Gone are the days of fresh, clean laundry fluttering gently in the breeze, the power of wind harnessed, free for all! We are busy, modern people, and the idea of dragging wet, heavy clothes out-of-doors and displaying our pajamas and underwear for the neighbors to admire and the bees to take respite in doesn’t seem to be on our 'to-do' lists anymore.
Enter the dryer. These magnificent beauties not only dry our clothes in perfect, fluffy splendor but, with the aid of a dryer sheet, can make them smell like they’ve been dried in a sunny heather-filled meadow. But, eventually, your dryer just can't do the job anymore. So, what are some of the tip-offs that your dryer is handing in its notice?
The clothes take an exceptionally long time to dry
In fact, they may not dry at all, but spin coldly and wetly for hours instead of ever drying. But often, it happens slowly at first, and the only way you notice in the early stages is because of the length of time it takes the heavier clothes (blankets, jeans, towels) to dry.
The clothes are too hot
If your clothes come out of the dryer feeling like they’re on fire, it doesn’t mean your dryer is working extra well; this might be the prelude to an actual fire. Too-hot temperatures is one of the signs of a dying dryer.
The machine makes odd noises
If your dryer starts making weird noises, or something is off, the dryer has a problem. It may be repairable, which brings us to the next point.
Repair bills are out of control
When your dryer starts requiring repairs consistently, or if the repair bill will be high, it doesn’t justify keeping an older machine, it’s time to look into replacing it.
The age of the dryer
If a dryer is more than ten years old, it’s lived a good life in dryer years. Repair bills on a machine this old may only be marginally helpful at best.

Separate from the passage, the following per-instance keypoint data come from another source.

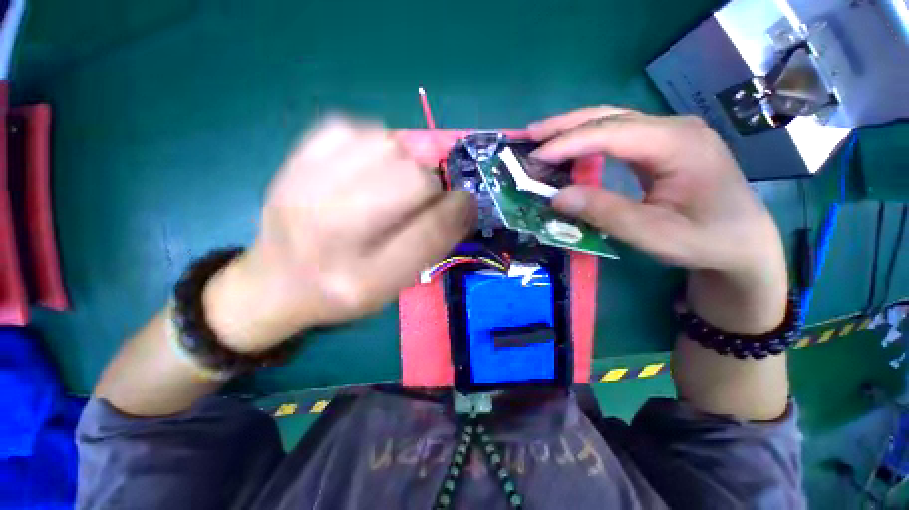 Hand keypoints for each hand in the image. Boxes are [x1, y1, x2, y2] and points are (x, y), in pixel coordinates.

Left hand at [205, 117, 475, 351]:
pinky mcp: (291, 163)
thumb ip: (430, 247)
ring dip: (402, 162)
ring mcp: (305, 190)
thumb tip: (459, 204)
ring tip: (390, 182)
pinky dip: (369, 143)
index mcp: (365, 278)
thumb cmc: (343, 291)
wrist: (275, 283)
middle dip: (430, 186)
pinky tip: (364, 168)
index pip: (430, 230)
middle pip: (412, 179)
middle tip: (421, 198)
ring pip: (386, 145)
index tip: (466, 202)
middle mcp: (333, 233)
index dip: (459, 209)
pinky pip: (350, 128)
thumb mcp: (393, 287)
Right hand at [528, 107, 787, 331]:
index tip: (535, 158)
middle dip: (565, 125)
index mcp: (677, 144)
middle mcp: (673, 128)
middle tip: (530, 135)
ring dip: (573, 128)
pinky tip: (570, 149)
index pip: (611, 133)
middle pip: (610, 115)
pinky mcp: (661, 145)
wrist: (742, 242)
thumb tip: (557, 197)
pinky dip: (587, 141)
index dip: (569, 144)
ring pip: (611, 120)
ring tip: (541, 138)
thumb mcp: (653, 234)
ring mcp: (669, 134)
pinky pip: (618, 135)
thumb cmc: (704, 240)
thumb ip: (605, 213) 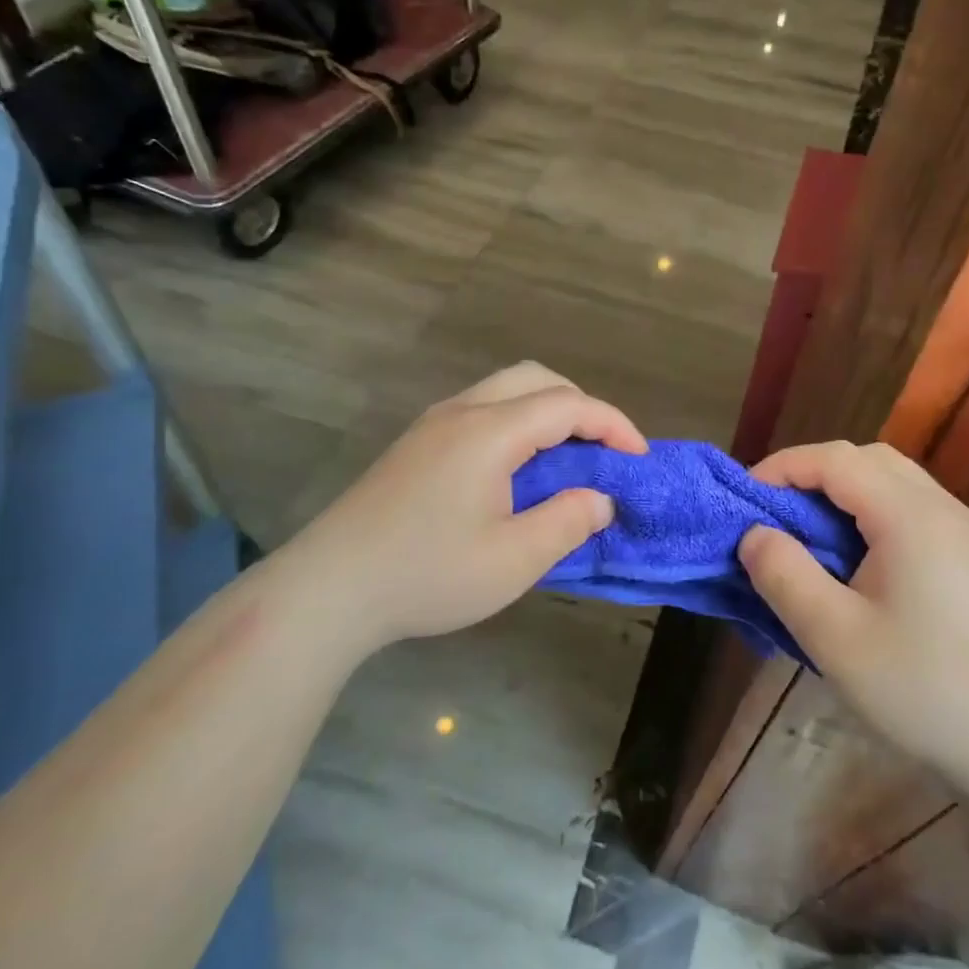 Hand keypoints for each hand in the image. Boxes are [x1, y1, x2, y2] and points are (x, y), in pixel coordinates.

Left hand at [280, 363, 647, 653]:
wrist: (329, 588)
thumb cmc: (427, 574)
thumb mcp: (513, 559)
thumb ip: (568, 521)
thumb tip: (601, 498)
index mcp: (489, 431)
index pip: (568, 405)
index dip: (613, 424)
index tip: (639, 457)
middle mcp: (462, 412)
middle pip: (536, 379)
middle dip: (581, 406)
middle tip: (602, 450)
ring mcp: (434, 424)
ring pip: (505, 390)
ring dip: (547, 411)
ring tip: (566, 458)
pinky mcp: (416, 443)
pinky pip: (482, 410)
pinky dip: (518, 422)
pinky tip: (517, 469)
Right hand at [738, 441, 968, 781]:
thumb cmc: (924, 689)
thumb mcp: (834, 637)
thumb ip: (784, 575)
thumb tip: (754, 535)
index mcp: (909, 515)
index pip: (835, 459)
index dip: (782, 467)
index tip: (744, 499)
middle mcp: (941, 507)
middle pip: (866, 459)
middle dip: (811, 474)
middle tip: (775, 515)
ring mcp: (963, 531)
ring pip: (891, 481)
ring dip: (842, 493)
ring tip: (809, 536)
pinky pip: (910, 510)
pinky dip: (870, 513)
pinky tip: (856, 561) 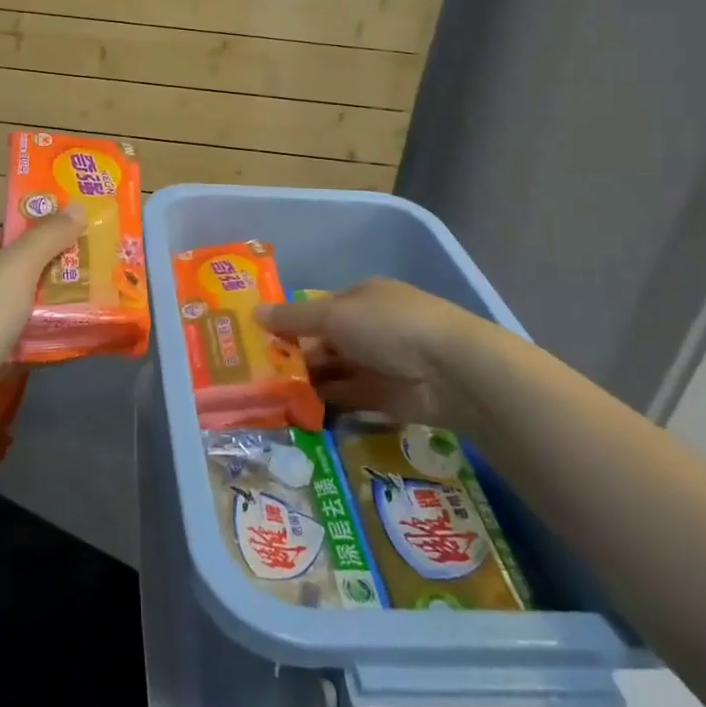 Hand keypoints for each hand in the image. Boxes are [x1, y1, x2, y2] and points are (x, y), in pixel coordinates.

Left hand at [0, 207, 86, 396]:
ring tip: (93, 305)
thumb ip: (47, 236)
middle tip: (96, 272)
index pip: (6, 233)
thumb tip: (77, 205)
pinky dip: (38, 342)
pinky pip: (15, 343)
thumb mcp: (16, 266)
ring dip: (49, 309)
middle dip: (52, 272)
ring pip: (18, 309)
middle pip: (14, 271)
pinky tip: (67, 341)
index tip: (79, 236)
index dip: (40, 232)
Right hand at [256, 278, 505, 432]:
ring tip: (270, 394)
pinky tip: (298, 409)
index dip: (291, 321)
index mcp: (361, 297)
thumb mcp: (334, 315)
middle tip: (258, 372)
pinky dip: (326, 403)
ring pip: (334, 370)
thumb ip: (293, 318)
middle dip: (295, 354)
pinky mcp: (387, 398)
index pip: (319, 308)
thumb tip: (254, 314)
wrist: (451, 371)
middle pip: (325, 341)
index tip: (260, 339)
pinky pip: (348, 398)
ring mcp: (380, 363)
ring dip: (308, 380)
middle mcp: (370, 328)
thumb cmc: (388, 326) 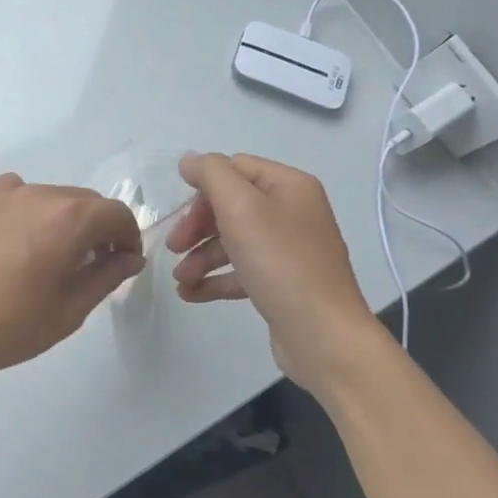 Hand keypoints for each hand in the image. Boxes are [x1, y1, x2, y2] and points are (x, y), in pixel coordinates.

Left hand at [0, 173, 143, 386]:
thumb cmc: (7, 326)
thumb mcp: (68, 311)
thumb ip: (106, 276)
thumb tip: (129, 257)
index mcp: (70, 219)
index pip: (117, 214)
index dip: (128, 237)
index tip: (123, 263)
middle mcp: (41, 193)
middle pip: (85, 202)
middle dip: (98, 229)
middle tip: (91, 265)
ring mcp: (5, 193)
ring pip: (51, 197)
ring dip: (63, 220)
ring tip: (49, 257)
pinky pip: (17, 194)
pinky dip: (29, 210)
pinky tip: (16, 240)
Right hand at [166, 152, 381, 384]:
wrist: (324, 336)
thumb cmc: (281, 264)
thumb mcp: (241, 208)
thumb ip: (212, 175)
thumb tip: (190, 161)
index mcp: (289, 186)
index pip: (235, 168)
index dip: (202, 188)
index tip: (178, 214)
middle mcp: (293, 212)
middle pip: (231, 205)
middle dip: (197, 226)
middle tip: (173, 248)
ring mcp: (290, 249)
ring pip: (234, 240)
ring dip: (201, 256)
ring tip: (180, 279)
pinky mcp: (283, 283)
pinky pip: (242, 271)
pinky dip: (216, 278)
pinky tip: (190, 294) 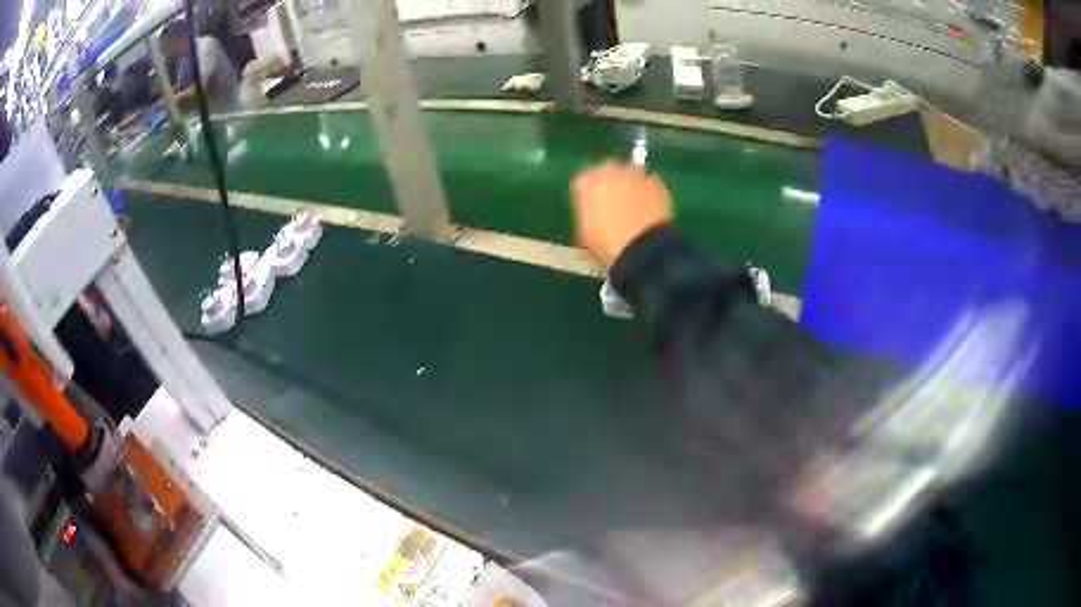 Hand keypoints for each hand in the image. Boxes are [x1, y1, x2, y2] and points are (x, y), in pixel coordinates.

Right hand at [571, 163, 674, 268]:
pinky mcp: (655, 182)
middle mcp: (609, 170)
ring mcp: (635, 173)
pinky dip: (648, 194)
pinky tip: (649, 211)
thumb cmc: (606, 242)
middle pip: (607, 172)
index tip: (595, 209)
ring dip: (631, 187)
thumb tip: (594, 207)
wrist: (640, 248)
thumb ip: (588, 210)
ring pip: (630, 176)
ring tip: (635, 209)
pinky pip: (649, 185)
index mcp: (587, 181)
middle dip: (611, 186)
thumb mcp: (585, 229)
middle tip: (616, 206)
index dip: (590, 196)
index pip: (584, 182) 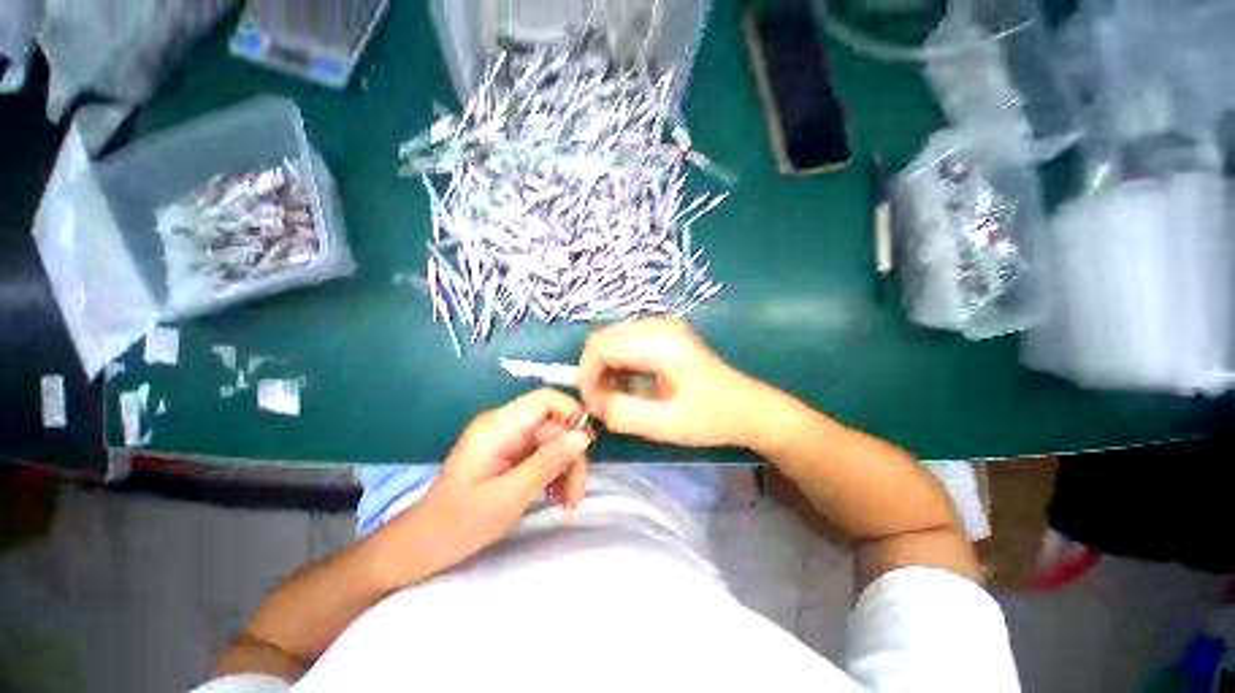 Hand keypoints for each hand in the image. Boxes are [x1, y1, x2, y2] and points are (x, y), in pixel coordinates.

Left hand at [391, 389, 592, 577]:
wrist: (421, 547)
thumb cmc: (461, 523)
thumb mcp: (511, 495)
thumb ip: (549, 461)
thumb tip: (583, 436)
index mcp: (498, 426)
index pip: (545, 399)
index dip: (572, 413)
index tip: (587, 445)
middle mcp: (504, 425)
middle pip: (553, 424)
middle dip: (571, 455)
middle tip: (576, 494)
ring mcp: (506, 439)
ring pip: (552, 440)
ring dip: (565, 468)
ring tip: (567, 502)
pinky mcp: (509, 454)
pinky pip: (542, 453)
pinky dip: (553, 473)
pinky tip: (556, 497)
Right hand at [579, 319, 764, 446]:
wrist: (747, 407)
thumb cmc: (711, 417)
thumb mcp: (665, 425)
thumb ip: (622, 414)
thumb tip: (594, 404)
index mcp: (660, 342)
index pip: (600, 346)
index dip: (587, 376)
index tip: (594, 406)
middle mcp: (658, 324)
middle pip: (602, 339)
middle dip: (594, 373)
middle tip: (603, 405)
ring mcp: (662, 326)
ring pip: (611, 341)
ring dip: (606, 370)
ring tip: (616, 399)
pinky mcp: (664, 333)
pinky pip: (626, 343)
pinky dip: (619, 365)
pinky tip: (629, 386) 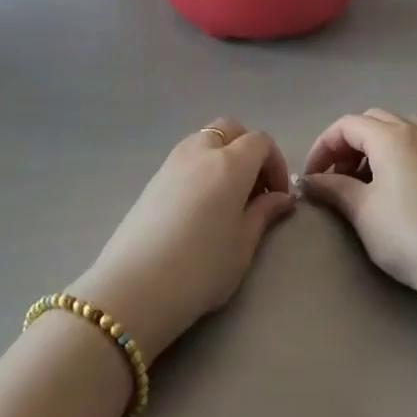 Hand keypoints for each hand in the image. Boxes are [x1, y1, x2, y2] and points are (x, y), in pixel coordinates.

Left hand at [69, 119, 293, 364]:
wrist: (134, 287)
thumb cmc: (200, 268)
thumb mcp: (242, 246)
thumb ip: (263, 214)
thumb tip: (281, 198)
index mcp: (230, 163)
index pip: (260, 142)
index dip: (275, 164)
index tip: (277, 197)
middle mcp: (201, 150)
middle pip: (231, 129)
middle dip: (249, 150)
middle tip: (254, 190)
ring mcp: (172, 161)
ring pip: (206, 139)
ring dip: (223, 155)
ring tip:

Some things you can do to boost your dryer’s lifespan and safe operation:
- Clean the lint trap after every single load.
The lint trap is your dryer’s first defense against a fire from a clogged vent hose. It will collect quite a bit of the lint, but what escapes the trap does make it’s way into the vent hose.
- Clean the vent hose on a regular basis.
Your manual will tell you how often, but once a year at the very least. If you no longer have a manual, your vent hose will tell you how often by collecting residual lint. The rule of thumb is that cleaning it too often is better than not cleaning it often enough, since a collection of lint in the hose is the dryer version of kindling wood.
- Make sure the vent hose isn’t bent or crushed.
This is the escape for the blowing hot air, so you never want it to be blocked. Sometimes the dryer gets pushed too far back and this is how the vent hose ends up getting crushed. Only use a metal vent pipe. Plastic or flimsy vent pipes are not safe.
- Make sure the vent flap can open and is unobstructed.
If the flap can’t open, this is another way to block the hot air in and create a fire hazard. Plants, empty boxes, and other objects sometimes get pushed up against the vent flap. Also, it’s a good idea to keep an eye on it to make sure it’s working because this might be your first tipoff that there is a problem with the dryer.